The FlowEHR feature store

1 Overview

A feature store is a centralized repository designed to manage, store, and serve features for machine learning (ML) models. Features are the transformed and engineered attributes derived from raw data that are used as inputs for ML models. Feature stores play a critical role in the machine learning workflow by providing a consistent and reusable way to store and share these features across multiple models and teams.

The main components of a feature store typically include:

  1. Feature Engineering: This involves transforming raw data into useful features that can be used as input for ML models. Feature engineering may include operations like aggregation, normalization, and encoding.

  2. Feature Storage: A feature store provides a scalable and efficient storage system to store both historical and real-time features, allowing for the retrieval of feature data in a consistent manner for training and serving purposes.

  3. Feature Serving: Feature stores enable serving features for both model training and inference. They provide low-latency access to feature data for real-time model predictions and batch access for training purposes.

  4. Feature Sharing and Discovery: A feature store allows data scientists and ML engineers to share and reuse features across multiple models and teams. This promotes collaboration and reduces redundant work in feature engineering.

  5. Feature Monitoring and Management: Feature stores help monitor and manage feature quality, such as tracking feature statistics, detecting data drift, and ensuring data consistency.
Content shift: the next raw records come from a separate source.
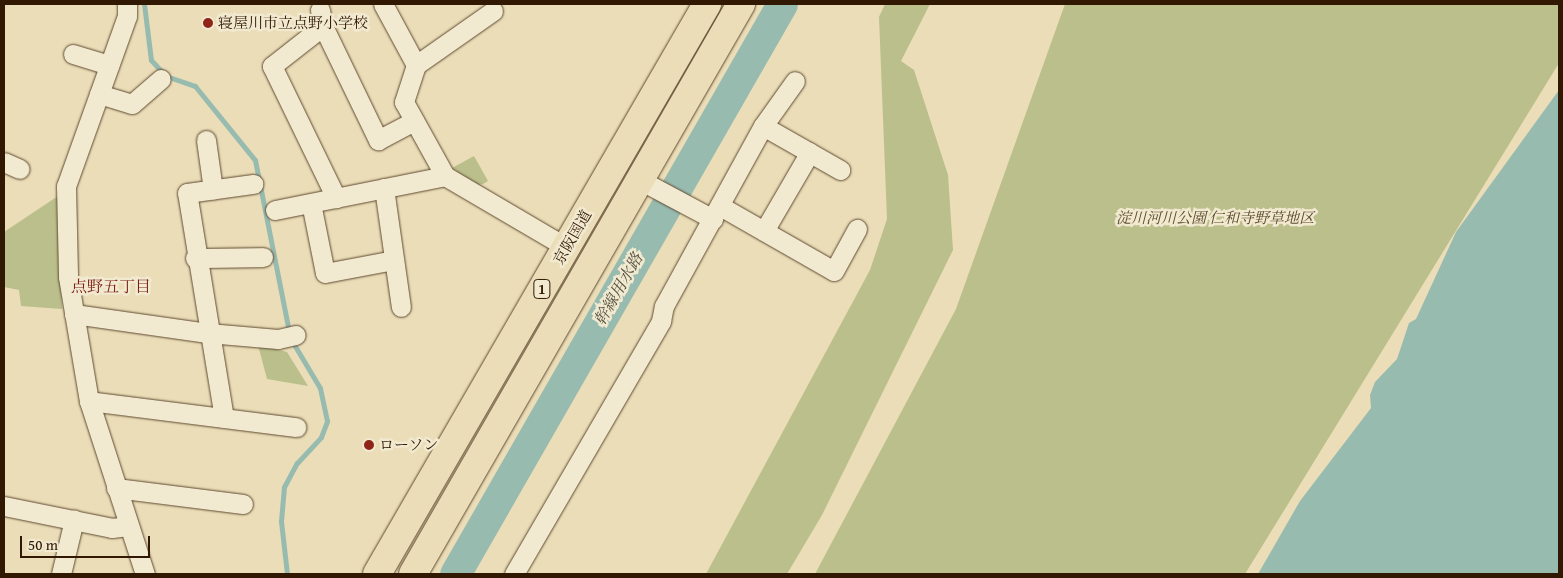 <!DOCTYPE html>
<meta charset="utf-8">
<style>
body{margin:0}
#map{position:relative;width:1563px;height:578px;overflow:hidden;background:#eaddb7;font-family:"Gentium Book Plus","Noto Serif JP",serif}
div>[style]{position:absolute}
.green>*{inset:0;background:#bbbf8b}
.water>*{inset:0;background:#98bbb0}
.stream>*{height:5px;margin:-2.5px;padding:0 2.5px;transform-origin:2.5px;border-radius:2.5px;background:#98bbb0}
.river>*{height:31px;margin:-15.5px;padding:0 15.5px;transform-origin:15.5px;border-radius:15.5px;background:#98bbb0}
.roads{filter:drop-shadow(0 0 1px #5f4930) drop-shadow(0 0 1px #5f4930)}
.minor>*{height:19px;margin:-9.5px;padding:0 9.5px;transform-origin:9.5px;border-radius:9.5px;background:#f1e9d0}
.trunk>*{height:28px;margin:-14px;padding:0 14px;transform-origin:14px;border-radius:14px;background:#eaddb7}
.dots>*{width:14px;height:14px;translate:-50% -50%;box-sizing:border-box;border:2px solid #f1e9d0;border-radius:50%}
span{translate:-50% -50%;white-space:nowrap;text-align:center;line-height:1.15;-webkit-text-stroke:5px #f1e9d0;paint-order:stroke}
.shield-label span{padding:1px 4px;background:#f1e9d0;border:1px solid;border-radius:4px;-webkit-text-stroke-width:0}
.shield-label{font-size:14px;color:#311803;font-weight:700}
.poi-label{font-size:15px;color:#311803}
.left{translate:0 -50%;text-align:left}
.park-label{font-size:15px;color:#5a4a2c;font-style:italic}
.street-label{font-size:15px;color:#311803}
.neighbourhood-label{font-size:16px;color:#7a1f14}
.water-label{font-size:16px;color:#555140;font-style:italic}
.frame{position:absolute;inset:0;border:5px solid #311803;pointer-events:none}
.scale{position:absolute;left:20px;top:536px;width:130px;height:22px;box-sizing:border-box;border:2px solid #311803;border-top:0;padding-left:6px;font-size:15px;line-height:18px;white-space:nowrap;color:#311803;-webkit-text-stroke:4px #f1e9d0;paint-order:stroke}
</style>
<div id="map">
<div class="green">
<div style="clip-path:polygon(885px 4px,930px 4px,901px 61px,914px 70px,948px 175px,953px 250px,822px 515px,787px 574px,706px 574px,870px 270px,887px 219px,879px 17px)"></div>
<div style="clip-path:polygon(1065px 4px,1559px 4px,1559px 63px,1245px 574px,815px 574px,956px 309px)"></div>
<div style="clip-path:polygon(474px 156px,488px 181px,483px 184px,477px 185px,452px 168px)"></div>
<div style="clip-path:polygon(58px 196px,62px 309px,21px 306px,19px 290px,4px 287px,4px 232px)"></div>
<div style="clip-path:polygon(258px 345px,287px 352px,308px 386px,267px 379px)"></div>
</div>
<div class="water">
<div style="clip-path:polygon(1559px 90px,1559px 574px,1258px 574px,1300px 501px,1371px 408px,1370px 395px,1375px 382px,1397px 359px,1409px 323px,1416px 319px,1456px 232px)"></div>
</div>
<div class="stream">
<div style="left:144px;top:4px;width:56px;rotate:82.9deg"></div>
<div style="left:151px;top:60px;width:22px;rotate:47deg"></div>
<div style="left:166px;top:76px;width:31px;rotate:19deg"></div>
<div style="left:195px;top:86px;width:95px;rotate:51deg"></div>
<div style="left:255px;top:160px;width:174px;rotate:78.8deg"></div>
<div style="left:287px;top:574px;width:53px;rotate:-96.5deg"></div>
<div style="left:281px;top:521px;width:34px;rotate:-85deg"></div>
<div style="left:284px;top:487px;width:27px;rotate:-62deg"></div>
<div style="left:297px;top:463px;width:35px;rotate:-47deg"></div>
<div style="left:321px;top:437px;width:17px;rotate:-69deg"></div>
<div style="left:327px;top:421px;width:34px;rotate:-102deg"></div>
<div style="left:320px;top:388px;width:55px;rotate:-120.8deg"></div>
</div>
<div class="river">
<div style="left:455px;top:574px;width:657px;rotate:-60.16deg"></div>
</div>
<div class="roads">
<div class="minor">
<div style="left:127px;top:4px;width:12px;rotate:90deg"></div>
<div style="left:127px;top:16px;width:181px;rotate:109.7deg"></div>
<div style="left:66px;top:186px;width:91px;rotate:88.7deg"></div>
<div style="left:68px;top:277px;width:126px;rotate:80.4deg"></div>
<div style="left:89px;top:401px;width:182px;rotate:72.1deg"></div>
<div style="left:383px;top:4px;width:69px;rotate:61.6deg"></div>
<div style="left:320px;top:10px;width:16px;rotate:79deg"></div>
<div style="left:323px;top:26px;width:127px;rotate:64.2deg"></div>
<div style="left:378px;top:140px;width:41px;rotate:-27.8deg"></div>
<div style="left:493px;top:11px;width:94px;rotate:145deg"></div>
<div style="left:416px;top:65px;width:39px;rotate:108deg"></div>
<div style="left:404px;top:102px;width:85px;rotate:61deg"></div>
<div style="left:445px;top:176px;width:140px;rotate:30.4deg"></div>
<div style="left:323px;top:26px;width:65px;rotate:141.9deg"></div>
<div style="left:272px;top:66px;width:147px;rotate:64.1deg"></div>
<div style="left:73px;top:54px;width:38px;rotate:17deg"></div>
<div style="left:99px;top:94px;width:34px;rotate:17deg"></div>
<div style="left:132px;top:104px;width:38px;rotate:-41deg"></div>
<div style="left:763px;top:126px;width:89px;rotate:29.7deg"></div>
<div style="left:206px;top:140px;width:50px;rotate:82deg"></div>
<div style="left:4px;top:162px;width:17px;rotate:24deg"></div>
<div style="left:640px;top:180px;width:83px;rotate:28.1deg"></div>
<div style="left:384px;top:188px;width:120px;rotate:81.9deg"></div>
<div style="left:311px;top:203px;width:71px;rotate:78.7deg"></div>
<div style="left:325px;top:273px;width:70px;rotate:-10.7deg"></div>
<div style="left:720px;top:206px;width:131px;rotate:29.7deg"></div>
<div style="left:834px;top:271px;width:48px;rotate:-61.3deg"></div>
<div style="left:275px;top:210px;width:173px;rotate:-11.3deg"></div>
<div style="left:764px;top:231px;width:91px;rotate:-59.8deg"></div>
<div style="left:195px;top:258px;width:68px;rotate:-0.8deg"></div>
<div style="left:74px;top:314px;width:135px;rotate:8.1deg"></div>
<div style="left:208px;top:333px;width:70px;rotate:4.9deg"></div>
<div style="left:278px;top:339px;width:18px;rotate:-13deg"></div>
<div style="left:89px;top:401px;width:209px;rotate:7.2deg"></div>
<div style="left:224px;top:418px;width:228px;rotate:-99.3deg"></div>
<div style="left:187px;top:193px;width:67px;rotate:-7.8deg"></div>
<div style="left:116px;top:488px;width:128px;rotate:7.2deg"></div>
<div style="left:4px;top:506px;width:110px;rotate:11.5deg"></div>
<div style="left:112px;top:528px;width:16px;rotate:-7deg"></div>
<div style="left:61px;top:574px;width:56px;rotate:-76.5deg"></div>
<div style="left:514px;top:574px;width:293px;rotate:-59.8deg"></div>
<div style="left:661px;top:321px;width:15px;rotate:-79deg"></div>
<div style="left:664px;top:306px;width:205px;rotate:-61.2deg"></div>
<div style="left:763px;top:126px;width:55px;rotate:-54.6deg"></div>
</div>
<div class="trunk">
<div style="left:377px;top:574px;width:659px;rotate:-59.93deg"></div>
<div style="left:413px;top:574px;width:658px;rotate:-60.08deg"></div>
</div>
</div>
<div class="dots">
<div style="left:208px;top:23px;background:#8f2418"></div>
<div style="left:369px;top:445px;background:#8f2418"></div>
</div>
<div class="shield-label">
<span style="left:542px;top:289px">1</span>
</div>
<div class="poi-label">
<span class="left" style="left:218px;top:23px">寝屋川市立点野小学校</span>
<span class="left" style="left:379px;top:445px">ローソン</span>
</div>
<div class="park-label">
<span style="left:1215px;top:218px">淀川河川公園 仁和寺野草地区</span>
</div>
<div class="street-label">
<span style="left:572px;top:237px;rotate:-60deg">京阪国道</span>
</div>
<div class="neighbourhood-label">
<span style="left:111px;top:286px">点野五丁目</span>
</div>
<div class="water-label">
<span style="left:618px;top:289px;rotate:-60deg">幹線用水路</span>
</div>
<div class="frame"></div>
<div class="scale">50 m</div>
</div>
By centralizing the management of features, a feature store simplifies the ML workflow, promotes collaboration, reduces redundancy, and ensures consistency across models. Additionally, it helps maintain the quality and reliability of the features used in ML models, leading to more accurate and reliable predictions.

2 Our implementation

We store all features in a Microsoft SQL database, and for now have focused on the design of the feature generation pipeline. We have not (yet) implemented separate approaches for realtime time serving (for predictions) and batch serving (for training). As our data volumes and user base grow, we will review this decision.

We chose MSSQL to ensure access to the database for the widest possible community within the NHS.

The feature pipeline is managed by the Data Forge repository.

The key components of this include:

A pipeline configuration
This defines which features are built, and specifies specific configuration. See pipeline.json
A pipeline trigger
This defines the schedule at which features are updated. See trigger.json.
A per feature entry point
See bloodpressure.py that generates a feature for both the latest, and the average blood pressure (where the 24 hour aggregation window is defined in pipeline.json). The are regenerated hourly as per the trigger.json configuration.
A per feature ‘job’
See bloodpressure/job.py that fetches the source data, splits the text representation 120/70 into integers for systolic and diastolic pressures,

Each feature is keyed on an identifier for the hospital visit, and the horizon_datetime is the timestamp derived from the trigger against which all these features are anchored.